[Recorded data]
----------------------------------------

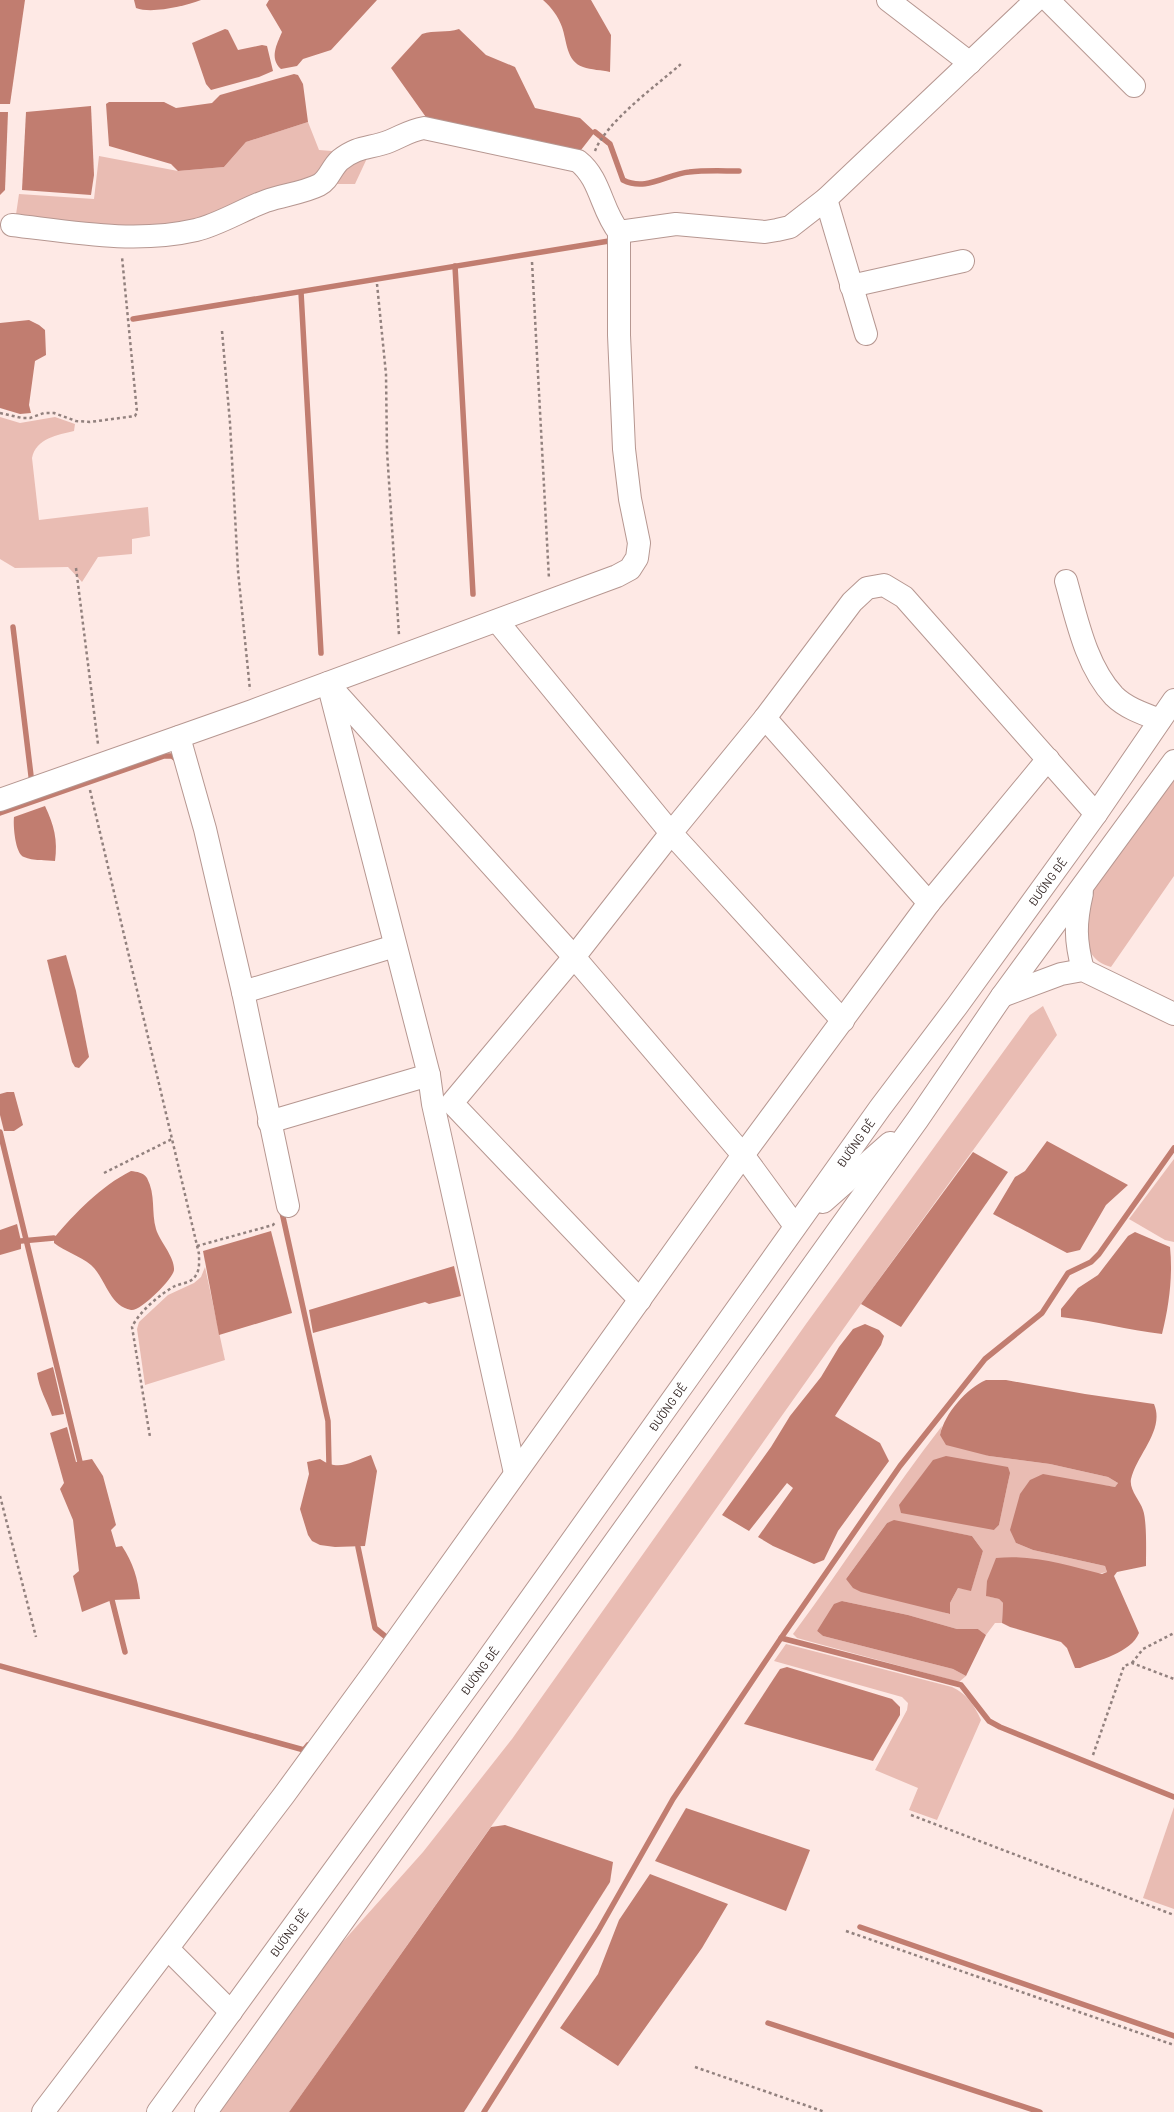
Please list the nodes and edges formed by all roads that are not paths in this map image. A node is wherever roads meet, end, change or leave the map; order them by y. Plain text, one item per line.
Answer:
1 (888, 0) edge
2 (1036, 0) edge
3 (1048, 0) edge
4 (970, 63) junction
5 (1134, 86) dead end
6 (826, 199) junction
7 (12, 226) dead end
8 (619, 232) junction
9 (963, 261) dead end
10 (851, 286) junction
11 (866, 334) dead end
12 (1066, 581) dead end
13 (498, 621) junction
14 (328, 683) junction
15 (1174, 700) edge
16 (765, 718) junction
17 (1160, 720) junction
18 (179, 737) junction
19 (1048, 759) junction
20 (1174, 761) edge
21 (0, 800) edge
22 (1096, 814) junction
23 (671, 832) junction
24 (1084, 887) junction
25 (929, 903) junction
26 (395, 946) junction
27 (574, 957) junction
28 (1083, 970) junction
29 (243, 992) junction
30 (1002, 996) junction
31 (1174, 1014) edge
32 (843, 1021) junction
33 (429, 1075) junction
34 (443, 1104) junction
35 (918, 1119) junction
36 (269, 1122) junction
37 (743, 1155) junction
38 (282, 1212) road end
39 (795, 1226) junction
40 (640, 1300) junction
41 (514, 1473) junction
42 (168, 1949) junction
43 (230, 2012) junction
44 (43, 2112) edge
45 (158, 2112) edge
46 (206, 2112) edge

1 - 4 street
2 - 4 street
3 - 5 street
4 - 6 street
6 - 8 street
6 - 10 street
7 - 8 street
8 - 13 street
9 - 10 street
10 - 11 street
12 - 17 street
13 - 14 street
13 - 23 street
14 - 18 street
14 - 26 street
14 - 27 street
15 - 17 street, ĐƯỜNG ĐÊ
16 - 19 street
16 - 23 street
16 - 25 street
17 - 22 street, ĐƯỜNG ĐÊ
18 - 21 street
18 - 29 street
19 - 22 street
19 - 25 street
20 - 24 street
22 - 39 street, ĐƯỜNG ĐÊ
23 - 27 street
23 - 32 street
24 - 28 street
24 - 30 street
25 - 32 street
26 - 29 street
26 - 33 street
27 - 34 street
27 - 37 street
28 - 30 street
28 - 31 street
29 - 36 street
30 - 35 street
32 - 37 street
33 - 34 street
33 - 36 street
34 - 40 street
34 - 41 street
35 - 39 street
35 - 46 street
36 - 38 street
37 - 39 street
37 - 40 street
39 - 43 street, ĐƯỜNG ĐÊ
40 - 41 street
41 - 42 street
42 - 43 street
42 - 44 street
43 - 45 street, ĐƯỜNG ĐÊ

----------------------------------------

### Work instruction
Once the images are removed, print the remaining data exactly as it appears above.

### Output below
Please list the nodes and edges formed by all roads that are not paths in this map image. A node is wherever roads meet, end, change or leave the map; order them by y. Plain text, one item per line.
Answer:
1 (888, 0) edge
2 (1036, 0) edge
3 (1048, 0) edge
4 (970, 63) junction
5 (1134, 86) dead end
6 (826, 199) junction
7 (12, 226) dead end
8 (619, 232) junction
9 (963, 261) dead end
10 (851, 286) junction
11 (866, 334) dead end
12 (1066, 581) dead end
13 (498, 621) junction
14 (328, 683) junction
15 (1174, 700) edge
16 (765, 718) junction
17 (1160, 720) junction
18 (179, 737) junction
19 (1048, 759) junction
20 (1174, 761) edge
21 (0, 800) edge
22 (1096, 814) junction
23 (671, 832) junction
24 (1084, 887) junction
25 (929, 903) junction
26 (395, 946) junction
27 (574, 957) junction
28 (1083, 970) junction
29 (243, 992) junction
30 (1002, 996) junction
31 (1174, 1014) edge
32 (843, 1021) junction
33 (429, 1075) junction
34 (443, 1104) junction
35 (918, 1119) junction
36 (269, 1122) junction
37 (743, 1155) junction
38 (282, 1212) road end
39 (795, 1226) junction
40 (640, 1300) junction
41 (514, 1473) junction
42 (168, 1949) junction
43 (230, 2012) junction
44 (43, 2112) edge
45 (158, 2112) edge
46 (206, 2112) edge

1 - 4 street
2 - 4 street
3 - 5 street
4 - 6 street
6 - 8 street
6 - 10 street
7 - 8 street
8 - 13 street
9 - 10 street
10 - 11 street
12 - 17 street
13 - 14 street
13 - 23 street
14 - 18 street
14 - 26 street
14 - 27 street
15 - 17 street, ĐƯỜNG ĐÊ
16 - 19 street
16 - 23 street
16 - 25 street
17 - 22 street, ĐƯỜNG ĐÊ
18 - 21 street
18 - 29 street
19 - 22 street
19 - 25 street
20 - 24 street
22 - 39 street, ĐƯỜNG ĐÊ
23 - 27 street
23 - 32 street
24 - 28 street
24 - 30 street
25 - 32 street
26 - 29 street
26 - 33 street
27 - 34 street
27 - 37 street
28 - 30 street
28 - 31 street
29 - 36 street
30 - 35 street
32 - 37 street
33 - 34 street
33 - 36 street
34 - 40 street
34 - 41 street
35 - 39 street
35 - 46 street
36 - 38 street
37 - 39 street
37 - 40 street
39 - 43 street, ĐƯỜNG ĐÊ
40 - 41 street
41 - 42 street
42 - 43 street
42 - 44 street
43 - 45 street, ĐƯỜNG ĐÊ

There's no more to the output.